Tokay gecko used as pest control at a UT-Austin lab

Kevin Vu, News Reporter

​​Editor’s Note: This article first appeared as part of the November 9 flipbook. 

At night, a lizard hunts for cockroaches inside the halls of UT’s Skeleton Preparation Facility.

Kenneth Bader, manager of the Skeleton Preparation Facility located on the J.J. Pickle Research Campus, said he uses a Tokay gecko as a natural form of insecticide to keep the lab, which often hosts decaying animals and materials, clean.


“We were salvaging animals from wherever we could, whether they’re roadkill, from hunting or animals that died at zoos or wildlife,” Bader said. “We have a minimum of 15,000 specimens.”

The facility removes the flesh and meat from animals ranging from roadkill to rhinoceroses, so staff can distribute the skeletons for various kinds of research, Bader said. He said the lab uses dermestid beetles to clean the skeletons because they eat mummified remains.

“If an animal dies … while the carcass is still moist, usually you have things like flies that come in and feed on it,” Bader said. “But once it dries out and mummifies, that attracts dermestid beetles.”

The combination of dead animal flesh and beetle workers make the lab a perfect home for cockroaches, Bader said. However, the facility cannot use traditional insecticides since it would also harm the beneficial beetles.

“If it was in an apartment complex, they would be freaking out and bug bombing every building,” Bader said. “This isn’t a clean lab. It’s supposed to be dirty and messy and it’s always going to be dirty and messy, so you expect a few (cockroaches).”

Bader said Tokay geckos are often used in pet stores for pest control as well. The gecko is used every night to eat any crickets or cockroaches that might be in the building, he said.

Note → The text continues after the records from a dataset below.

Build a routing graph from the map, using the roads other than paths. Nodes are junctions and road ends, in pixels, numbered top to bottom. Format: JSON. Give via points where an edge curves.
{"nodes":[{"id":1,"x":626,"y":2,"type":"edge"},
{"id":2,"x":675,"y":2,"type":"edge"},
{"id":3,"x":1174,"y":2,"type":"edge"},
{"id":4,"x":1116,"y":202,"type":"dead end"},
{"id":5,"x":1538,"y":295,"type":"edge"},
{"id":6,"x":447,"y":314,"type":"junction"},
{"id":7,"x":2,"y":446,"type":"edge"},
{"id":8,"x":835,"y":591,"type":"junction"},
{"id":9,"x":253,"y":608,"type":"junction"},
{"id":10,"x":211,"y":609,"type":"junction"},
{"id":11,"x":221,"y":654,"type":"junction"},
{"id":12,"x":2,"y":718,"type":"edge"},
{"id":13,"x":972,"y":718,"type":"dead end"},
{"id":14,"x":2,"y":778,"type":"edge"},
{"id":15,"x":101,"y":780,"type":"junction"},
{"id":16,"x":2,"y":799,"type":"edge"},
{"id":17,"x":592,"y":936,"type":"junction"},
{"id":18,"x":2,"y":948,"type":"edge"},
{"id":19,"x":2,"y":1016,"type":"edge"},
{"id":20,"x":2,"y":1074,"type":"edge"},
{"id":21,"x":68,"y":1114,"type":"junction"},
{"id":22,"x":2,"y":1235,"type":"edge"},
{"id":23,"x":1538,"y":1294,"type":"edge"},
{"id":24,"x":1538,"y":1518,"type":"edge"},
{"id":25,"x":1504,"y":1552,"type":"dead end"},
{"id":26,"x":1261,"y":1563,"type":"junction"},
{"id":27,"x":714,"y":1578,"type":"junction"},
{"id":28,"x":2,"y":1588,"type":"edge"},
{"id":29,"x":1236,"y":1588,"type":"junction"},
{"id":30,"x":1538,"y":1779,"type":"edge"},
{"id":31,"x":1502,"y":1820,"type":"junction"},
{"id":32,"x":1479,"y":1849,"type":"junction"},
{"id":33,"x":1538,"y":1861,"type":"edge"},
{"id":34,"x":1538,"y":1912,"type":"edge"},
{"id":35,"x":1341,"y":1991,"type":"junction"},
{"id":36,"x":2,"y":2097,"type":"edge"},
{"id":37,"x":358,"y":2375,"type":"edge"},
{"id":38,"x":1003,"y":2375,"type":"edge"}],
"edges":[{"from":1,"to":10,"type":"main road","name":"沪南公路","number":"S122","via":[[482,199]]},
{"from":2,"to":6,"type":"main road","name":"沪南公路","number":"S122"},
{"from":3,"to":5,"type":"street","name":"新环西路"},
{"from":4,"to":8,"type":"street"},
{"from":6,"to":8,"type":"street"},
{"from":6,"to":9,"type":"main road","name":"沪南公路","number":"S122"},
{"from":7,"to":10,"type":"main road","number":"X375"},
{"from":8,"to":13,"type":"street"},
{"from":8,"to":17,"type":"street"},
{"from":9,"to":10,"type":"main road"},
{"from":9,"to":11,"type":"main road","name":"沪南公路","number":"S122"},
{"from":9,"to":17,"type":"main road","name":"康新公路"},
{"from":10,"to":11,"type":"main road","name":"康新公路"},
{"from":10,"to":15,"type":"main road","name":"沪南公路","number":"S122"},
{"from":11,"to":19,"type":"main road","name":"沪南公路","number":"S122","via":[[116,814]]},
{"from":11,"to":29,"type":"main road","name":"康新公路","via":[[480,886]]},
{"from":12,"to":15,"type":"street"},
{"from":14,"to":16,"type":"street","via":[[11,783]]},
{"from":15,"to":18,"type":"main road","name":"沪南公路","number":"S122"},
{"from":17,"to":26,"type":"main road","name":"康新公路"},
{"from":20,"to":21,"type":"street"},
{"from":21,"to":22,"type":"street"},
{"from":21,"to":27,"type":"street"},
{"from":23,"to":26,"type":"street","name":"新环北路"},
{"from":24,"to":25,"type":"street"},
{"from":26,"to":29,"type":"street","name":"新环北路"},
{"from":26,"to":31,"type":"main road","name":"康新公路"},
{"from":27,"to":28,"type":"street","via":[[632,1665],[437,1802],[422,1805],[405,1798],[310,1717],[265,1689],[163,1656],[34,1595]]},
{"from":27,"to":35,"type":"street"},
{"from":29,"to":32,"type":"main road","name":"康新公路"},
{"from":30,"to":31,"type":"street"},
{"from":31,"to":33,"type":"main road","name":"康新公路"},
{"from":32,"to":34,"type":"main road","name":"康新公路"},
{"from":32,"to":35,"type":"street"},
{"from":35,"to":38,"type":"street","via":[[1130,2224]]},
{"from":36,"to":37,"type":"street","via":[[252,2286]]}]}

While the gecko occasionally disappears during the summer, Bader said the gecko always returns.

“I always worry that he’s dead or gone,” Bader said. “I’m not sure if he actually found a way to get out of the building at night (or) during the summer, because the weather’s really nice, perfect weather for him during the summer. And then he just learned to come back into the building during the winter.”

Bader said the lab has a strict one gecko policy since if he added another male, they would try to kill each other, and if they added a female gecko, they would reproduce and create a colony.

Geology senior Michael Chiappone, who occasionally works in the lab, said he considers the gecko as a little friend in the lab.

“I certainly wasn’t expecting it when I first went in,” Chiappone said. “But after Kenny explained it, it made total sense. You need something to run pest control and for small insects and things like that, geckos are a great option. They’re good little predators. You don’t always see him when you walk in. Sometimes he’s hidden somewhere out of the way, but when he does pop out, it’s a fun little thing to see.”